((

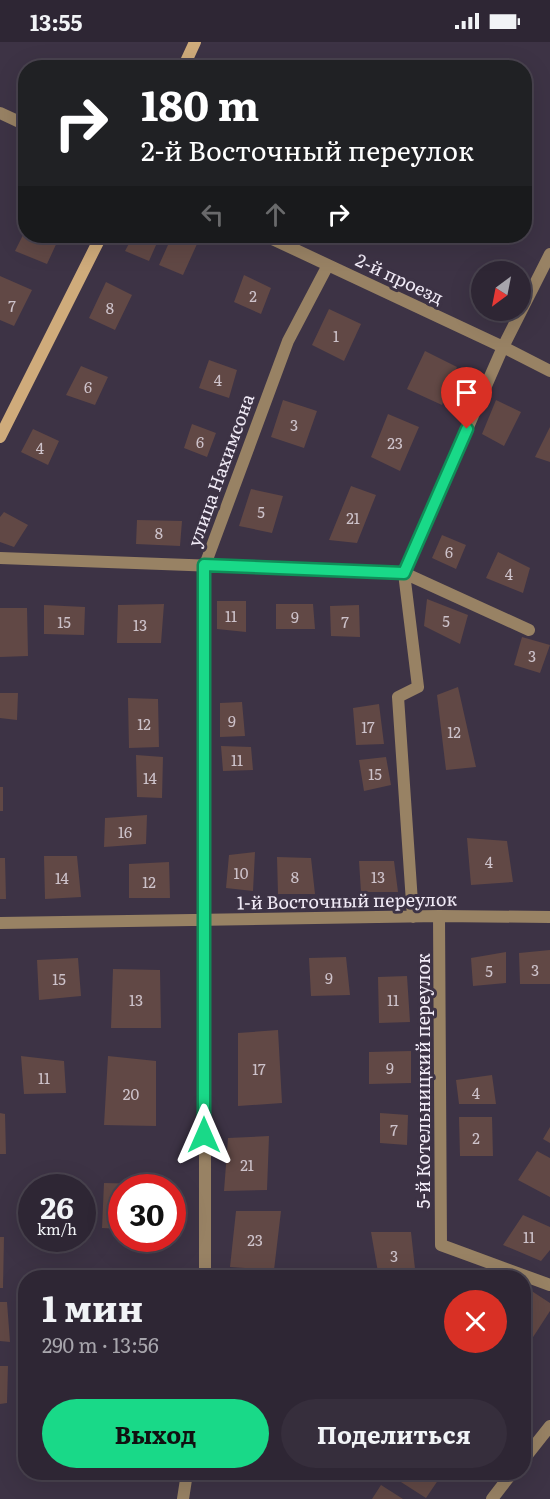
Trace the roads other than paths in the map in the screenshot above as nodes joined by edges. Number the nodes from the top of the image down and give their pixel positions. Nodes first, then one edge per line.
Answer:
1 (195, 42) edge
2 (187, 60) edge
3 (0, 113) edge
4 (18, 121) edge
5 (97, 243) edge
6 (282, 243) edge
7 (550, 254) edge
8 (328, 264) junction
9 (503, 347) junction
10 (550, 371) edge
11 (0, 437) edge
12 (0, 558) edge
13 (204, 565) junction
14 (404, 573) junction
15 (529, 630) dead end
16 (439, 916) junction
17 (413, 917) junction
18 (550, 917) edge
19 (204, 921) junction
20 (0, 924) edge
21 (205, 1270) edge
22 (509, 1270) edge
23 (531, 1278) edge
24 (550, 1285) edge
25 (550, 1426) edge
26 (531, 1450) edge
27 (186, 1480) edge
28 (507, 1480) edge
29 (183, 1499) edge
30 (492, 1499) edge

1 - 2 main road
3 - 4 street
5 - 11 main road
6 - 8 street, 2-й проезд
7 - 9 street
8 - 9 street, 2-й проезд
8 - 13 street, улица Нахимсона
9 - 10 street, 2-й проезд
9 - 14 street
12 - 13 street
13 - 14 street
13 - 19 street, улица Нахимсона
14 - 15 street
14 - 17 street
16 - 17 street, 1-й Восточный переулок
16 - 18 street, 1-й Восточный переулок
16 - 22 street, 5-й Котельницкий переулок
17 - 19 street, 1-й Восточный переулок
19 - 20 street, 1-й Восточный переулок
19 - 21 street, улица Нахимсона
23 - 24 street, 5-й Котельницкий переулок
25 - 26 street
27 - 29 street
28 - 30 street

))

Activity: Skip the pictures and give the entries above again word for word.

Output below:
Trace the roads other than paths in the map in the screenshot above as nodes joined by edges. Number the nodes from the top of the image down and give their pixel positions. Nodes first, then one edge per line.
Answer:
1 (195, 42) edge
2 (187, 60) edge
3 (0, 113) edge
4 (18, 121) edge
5 (97, 243) edge
6 (282, 243) edge
7 (550, 254) edge
8 (328, 264) junction
9 (503, 347) junction
10 (550, 371) edge
11 (0, 437) edge
12 (0, 558) edge
13 (204, 565) junction
14 (404, 573) junction
15 (529, 630) dead end
16 (439, 916) junction
17 (413, 917) junction
18 (550, 917) edge
19 (204, 921) junction
20 (0, 924) edge
21 (205, 1270) edge
22 (509, 1270) edge
23 (531, 1278) edge
24 (550, 1285) edge
25 (550, 1426) edge
26 (531, 1450) edge
27 (186, 1480) edge
28 (507, 1480) edge
29 (183, 1499) edge
30 (492, 1499) edge

1 - 2 main road
3 - 4 street
5 - 11 main road
6 - 8 street, 2-й проезд
7 - 9 street
8 - 9 street, 2-й проезд
8 - 13 street, улица Нахимсона
9 - 10 street, 2-й проезд
9 - 14 street
12 - 13 street
13 - 14 street
13 - 19 street, улица Нахимсона
14 - 15 street
14 - 17 street
16 - 17 street, 1-й Восточный переулок
16 - 18 street, 1-й Восточный переулок
16 - 22 street, 5-й Котельницкий переулок
17 - 19 street, 1-й Восточный переулок
19 - 20 street, 1-й Восточный переулок
19 - 21 street, улица Нахимсона
23 - 24 street, 5-й Котельницкий переулок
25 - 26 street
27 - 29 street
28 - 30 street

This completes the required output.